Problem to solve: Give only the number of lines in the records below that contain the word "Duncan".

Given entries:
········
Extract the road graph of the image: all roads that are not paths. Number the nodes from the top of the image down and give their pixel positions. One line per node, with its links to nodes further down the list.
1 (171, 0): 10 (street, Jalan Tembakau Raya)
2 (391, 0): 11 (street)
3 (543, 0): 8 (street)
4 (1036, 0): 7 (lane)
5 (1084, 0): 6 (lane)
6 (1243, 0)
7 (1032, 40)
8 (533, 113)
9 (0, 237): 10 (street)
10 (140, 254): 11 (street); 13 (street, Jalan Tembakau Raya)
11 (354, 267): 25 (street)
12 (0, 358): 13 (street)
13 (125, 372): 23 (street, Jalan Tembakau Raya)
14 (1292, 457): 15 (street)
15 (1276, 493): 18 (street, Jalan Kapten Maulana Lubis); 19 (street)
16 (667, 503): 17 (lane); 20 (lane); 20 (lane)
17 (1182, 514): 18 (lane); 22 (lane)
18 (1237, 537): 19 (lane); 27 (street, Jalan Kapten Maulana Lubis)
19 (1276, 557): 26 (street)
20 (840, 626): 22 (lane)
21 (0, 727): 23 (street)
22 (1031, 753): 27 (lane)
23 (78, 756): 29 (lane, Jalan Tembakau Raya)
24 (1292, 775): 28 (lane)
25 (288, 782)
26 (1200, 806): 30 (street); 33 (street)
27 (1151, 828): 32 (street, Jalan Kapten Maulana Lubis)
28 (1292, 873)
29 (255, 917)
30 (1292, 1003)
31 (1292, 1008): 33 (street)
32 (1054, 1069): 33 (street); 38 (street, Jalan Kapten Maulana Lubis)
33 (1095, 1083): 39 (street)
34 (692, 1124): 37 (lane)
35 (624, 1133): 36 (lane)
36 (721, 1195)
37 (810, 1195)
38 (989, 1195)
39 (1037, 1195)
········
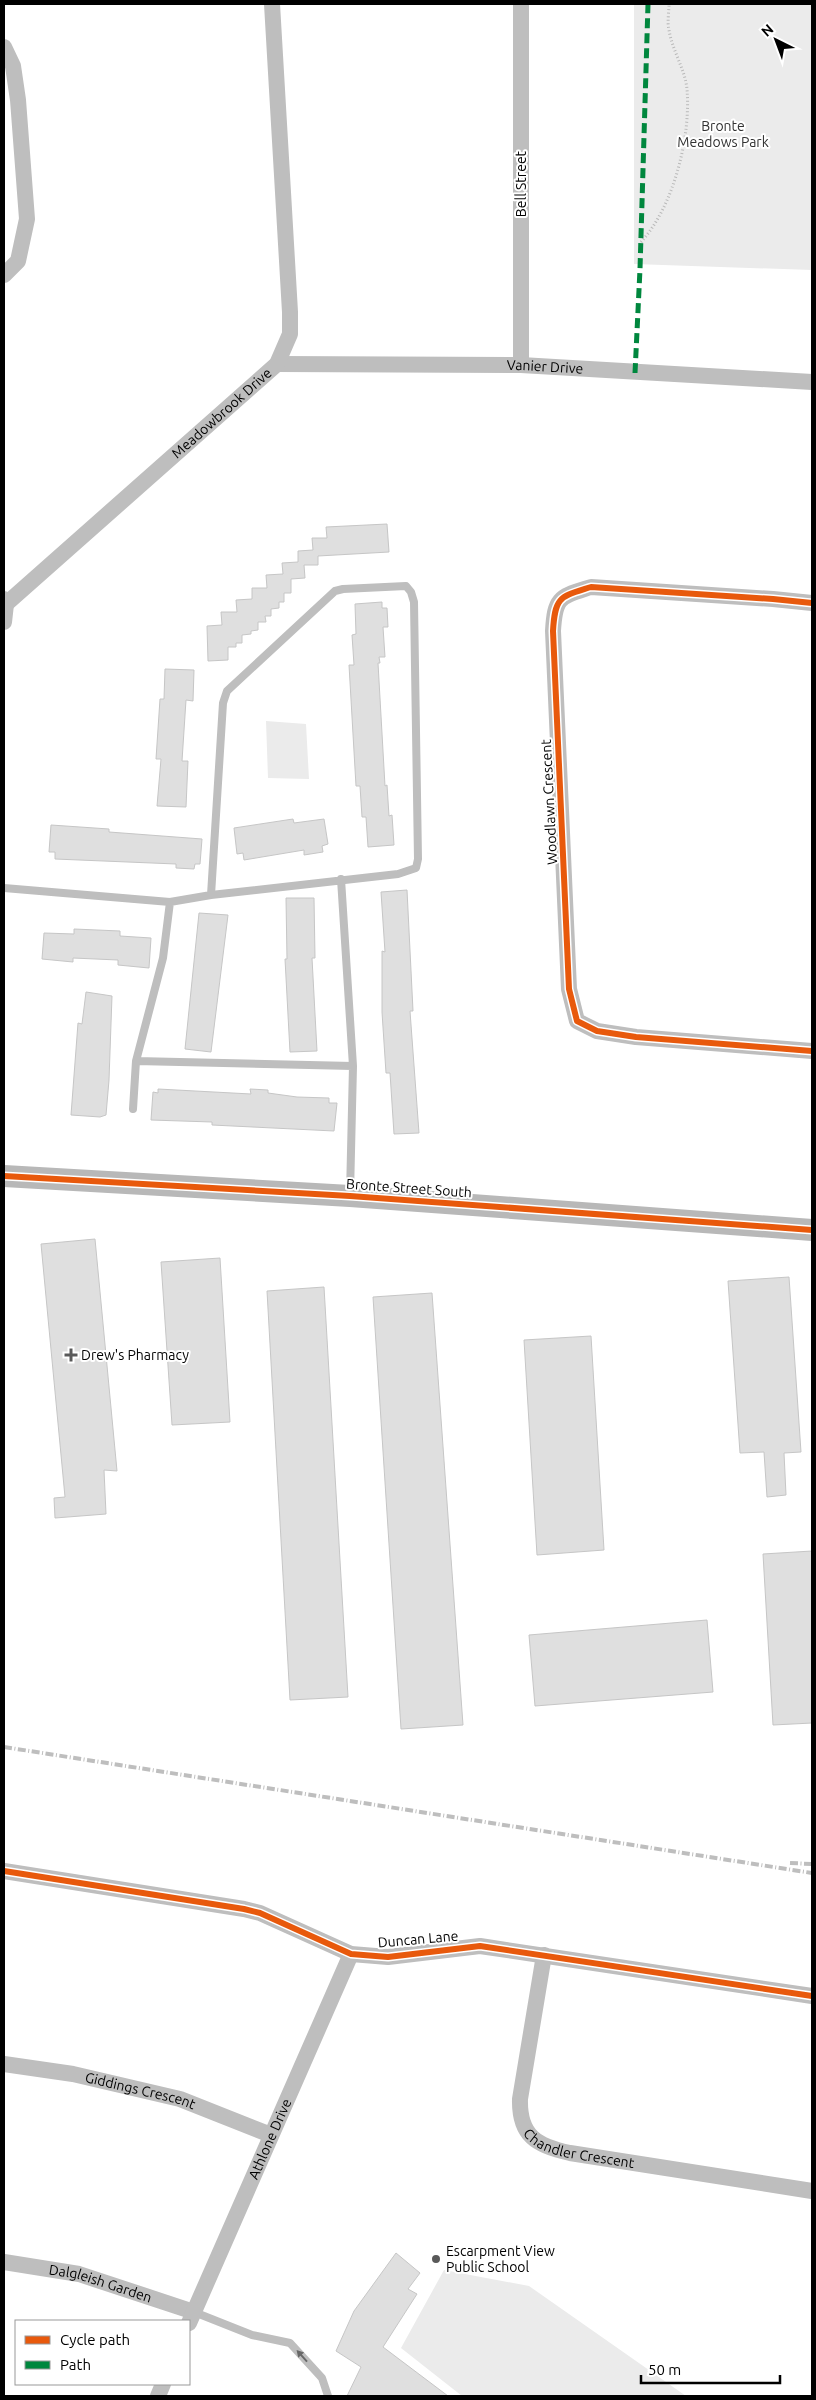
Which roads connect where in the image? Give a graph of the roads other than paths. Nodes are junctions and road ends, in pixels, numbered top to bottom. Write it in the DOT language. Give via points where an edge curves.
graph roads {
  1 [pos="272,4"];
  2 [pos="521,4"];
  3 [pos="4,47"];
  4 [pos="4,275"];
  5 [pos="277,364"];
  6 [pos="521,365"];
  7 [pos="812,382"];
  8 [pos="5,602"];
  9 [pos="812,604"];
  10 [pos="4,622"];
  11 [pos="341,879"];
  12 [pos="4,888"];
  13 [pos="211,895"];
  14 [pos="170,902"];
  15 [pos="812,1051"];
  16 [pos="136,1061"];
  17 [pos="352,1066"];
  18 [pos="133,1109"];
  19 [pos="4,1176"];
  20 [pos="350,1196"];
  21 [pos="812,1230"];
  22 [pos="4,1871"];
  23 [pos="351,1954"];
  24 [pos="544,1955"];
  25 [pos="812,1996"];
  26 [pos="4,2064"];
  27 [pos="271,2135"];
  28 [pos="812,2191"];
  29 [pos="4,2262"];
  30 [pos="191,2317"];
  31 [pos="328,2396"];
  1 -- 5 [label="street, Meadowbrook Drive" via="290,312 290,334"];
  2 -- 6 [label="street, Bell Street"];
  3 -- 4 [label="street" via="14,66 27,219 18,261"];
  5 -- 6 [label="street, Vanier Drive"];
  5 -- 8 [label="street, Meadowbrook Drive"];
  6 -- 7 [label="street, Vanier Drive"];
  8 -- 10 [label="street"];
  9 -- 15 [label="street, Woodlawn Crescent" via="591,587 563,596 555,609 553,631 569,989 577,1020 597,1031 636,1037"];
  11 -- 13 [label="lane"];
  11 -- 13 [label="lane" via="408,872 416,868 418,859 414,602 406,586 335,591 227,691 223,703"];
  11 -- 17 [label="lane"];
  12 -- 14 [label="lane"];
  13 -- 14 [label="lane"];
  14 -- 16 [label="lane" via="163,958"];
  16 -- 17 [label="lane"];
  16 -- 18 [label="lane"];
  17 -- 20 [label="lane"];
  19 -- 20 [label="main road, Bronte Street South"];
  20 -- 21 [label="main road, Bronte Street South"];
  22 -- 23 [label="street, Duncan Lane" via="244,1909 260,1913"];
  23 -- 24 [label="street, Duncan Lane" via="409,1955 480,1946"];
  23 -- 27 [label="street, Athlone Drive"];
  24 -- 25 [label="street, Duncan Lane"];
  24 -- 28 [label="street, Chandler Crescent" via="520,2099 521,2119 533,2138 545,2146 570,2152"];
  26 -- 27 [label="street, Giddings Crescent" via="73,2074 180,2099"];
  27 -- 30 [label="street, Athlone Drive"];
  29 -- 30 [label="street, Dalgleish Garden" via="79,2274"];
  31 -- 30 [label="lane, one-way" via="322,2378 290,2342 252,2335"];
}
········
Reply to the exercise: 3